Book Review: The Builders

Written in 1914, “The Builders” by Joseph Fort Newton defines the origins, the history and the ideals of Freemasonry. In educated but not elevated language, Newton breaks his book into three sections. Each section proceeds logically from his assertions to his conclusion that Masonry and its ideals of liberty, fraternity and equality have benefited the world.

The first section of “The Builders” is called “Prophecy” and deals with the history of stone masonry as practiced from the ancient Egyptians to the Middle Ages. While dispelling any ideas that the Freemasons can actually trace their history back to the Temple of Solomon, Newton does provide evidence for an inspiration to be found in that Temple. From the building of the pyramids to the Knights Templar, Newton explains how dedication to the craft fostered fraternity amongst its members.

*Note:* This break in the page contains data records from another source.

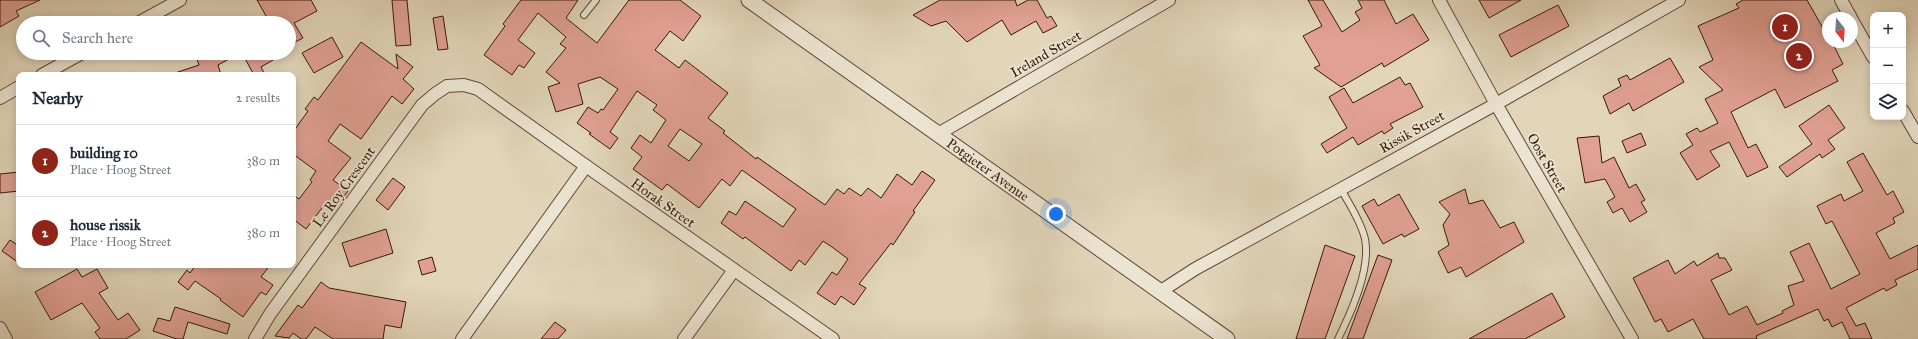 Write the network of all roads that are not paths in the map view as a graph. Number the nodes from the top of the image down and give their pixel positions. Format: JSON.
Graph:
{"nodes":[{"id":1,"x":180,"y":0,"type":"edge"},
{"id":2,"x":596,"y":0,"type":"edge"},
{"id":3,"x":749,"y":0,"type":"edge"},
{"id":4,"x":1169,"y":0,"type":"edge"},
{"id":5,"x":1439,"y":0,"type":"edge"},
{"id":6,"x":1679,"y":0,"type":"edge"},
{"id":7,"x":1841,"y":0,"type":"edge"},
{"id":8,"x":1847,"y":12,"type":"edge"},
{"id":9,"x":584,"y":15,"type":"dead end"},
{"id":10,"x":151,"y":16,"type":"edge"},
{"id":11,"x":1858,"y":31,"type":"edge"},
{"id":12,"x":1870,"y":52,"type":"edge"},
{"id":13,"x":69,"y":60,"type":"edge"},
{"id":14,"x":47,"y":72,"type":"edge"},
{"id":15,"x":478,"y":89,"type":"joint"},
{"id":16,"x":16,"y":90,"type":"edge"},
{"id":17,"x":0,"y":98,"type":"edge"},
{"id":18,"x":1496,"y":104,"type":"junction"},
{"id":19,"x":1906,"y":115,"type":"edge"},
{"id":20,"x":938,"y":134,"type":"junction"},
{"id":21,"x":1918,"y":137,"type":"edge"},
{"id":22,"x":586,"y":166,"type":"junction"},
{"id":23,"x":1341,"y":189,"type":"junction"},
{"id":24,"x":734,"y":270,"type":"junction"},
{"id":25,"x":1161,"y":291,"type":"junction"},
{"id":26,"x":0,"y":328,"type":"edge"},
{"id":27,"x":6,"y":339,"type":"edge"},
{"id":28,"x":255,"y":339,"type":"edge"},
{"id":29,"x":462,"y":339,"type":"edge"},
{"id":30,"x":684,"y":339,"type":"edge"},
{"id":31,"x":833,"y":339,"type":"edge"},
{"id":32,"x":1227,"y":339,"type":"edge"},
{"id":33,"x":1338,"y":339,"type":"edge"},
{"id":34,"x":1632,"y":339,"type":"edge"}],
"edges":[{"from":1,"to":10,"type":"street"},
{"from":2,"to":9,"type":"lane"},
{"from":3,"to":20,"type":"street","name":"Potgieter Avenue"},
{"from":4,"to":20,"type":"street","name":"Ireland Street"},
{"from":5,"to":18,"type":"street","name":"Oost Street"},
{"from":6,"to":18,"type":"street","name":"Rissik Street"},
{"from":7,"to":8,"type":"street"},
{"from":11,"to":12,"type":"street"},
{"from":13,"to":14,"type":"street"},
{"from":15,"to":22,"type":"street","name":"Horak Street"},
{"from":15,"to":28,"type":"street","name":"Le Roy Crescent"},
{"from":16,"to":17,"type":"street"},
{"from":18,"to":23,"type":"street","name":"Rissik Street"},
{"from":18,"to":34,"type":"street","name":"Oost Street"},
{"from":19,"to":21,"type":"street"},
{"from":20,"to":25,"type":"street","name":"Potgieter Avenue"},
{"from":22,"to":24,"type":"street","name":"Horak Street"},
{"from":22,"to":29,"type":"street"},
{"from":23,"to":25,"type":"street","name":"Rissik Street"},
{"from":23,"to":33,"type":"lane"},
{"from":24,"to":30,"type":"street"},
{"from":24,"to":31,"type":"street","name":"Horak Street"},
{"from":25,"to":32,"type":"street","name":"Potgieter Avenue"},
{"from":26,"to":27,"type":"street"}]} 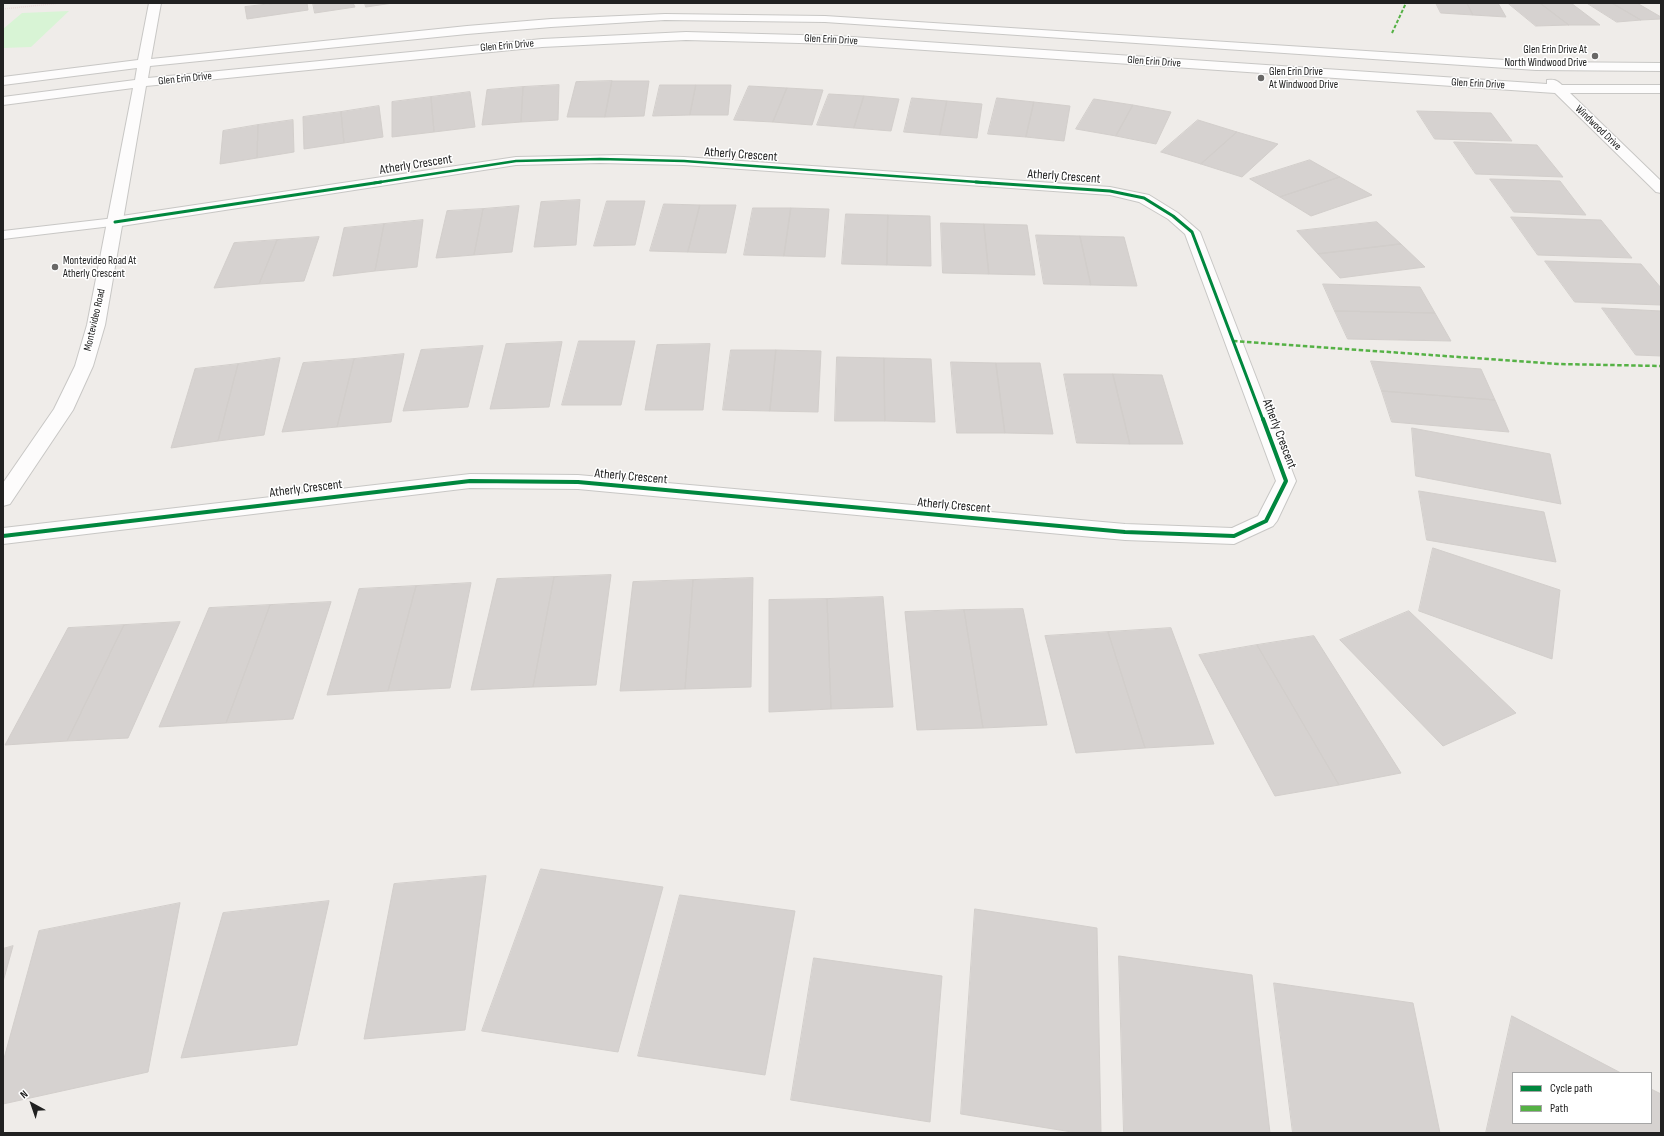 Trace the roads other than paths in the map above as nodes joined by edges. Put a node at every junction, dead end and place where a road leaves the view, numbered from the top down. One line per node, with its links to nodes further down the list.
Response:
1 (156, 3): 2 (street, Montevideo Road)
2 (144, 63): 3 (street, Glen Erin Drive); 5 (street, Glen Erin Drive); 6 (street, Montevideo Road)
3 (1536, 66): 4 (street, Glen Erin Drive); 7 (street, Windwood Drive)
4 (1661, 67)
5 (3, 81)
6 (141, 83): 7 (street, Glen Erin Drive); 9 (street, Glen Erin Drive); 11 (street, Montevideo Road)
7 (1556, 89): 8 (street, Glen Erin Drive); 10 (street, Windwood Drive)
8 (1661, 90)
9 (3, 101)
10 (1661, 189)
11 (115, 222): 12 (lane); 13 (street, Montevideo Road); 14 (street, Atherly Crescent)
12 (3, 235)
13 (3, 499)
14 (3, 536)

The author moves onto part two by taking on more documented “History”. From the building of Gothic cathedrals to the advent of Protestantism, he outlines the influence of the Church as it waxes and wanes and ultimately persecutes its own. In so doing, the Church sets free the Masonic order from its stone mason heritage and compels it to begin its own enlightenment.

No discussion of Freemasonry would be complete without acknowledging the schisms within the order and the hostility found without it. Newton lists those who mocked and derided the order or wrote of its evils. He also writes of the various disagreements over the power of each lodge. From the times of the four Grand Lodges to the complaints of the Irish lodges, the author points out that even these disagreements were beneficial to the order. The discussion furthered the spread of Masonic ideals.

Once the Grand Lodge of England was founded in 1717, the order began to build fraternities instead of buildings. These fraternities share a philosophy and spirit the author expounds upon in the third section of “The Builders,” called “Interpretation.” Here, Newton teaches that all Freemasons are brothers regardless of social or economic status. Tools of the stone mason trade are used to teach lessons or morality and consideration. Every man regardless of station is asked to affirm his belief in the Great Architect and his dedication to aid his brethren.

Finally, throughout this book, Newton assures the reader that any secrecy found within a Masonic Lodge is not to keep anyone in the dark, but rather to maintain the solemnity of the lessons. With little of the outside world to distract and all sense turned to the ceremony, an initiate has the opportunity to focus fully on his relationship with all companions, divine and earthly.

In the beginning of this century when so much bad news revolves around individuality and the problem of differences, a book written at the beginning of the last century can remind its readers of the values found in brotherhood, working together for a common good and building camaraderie.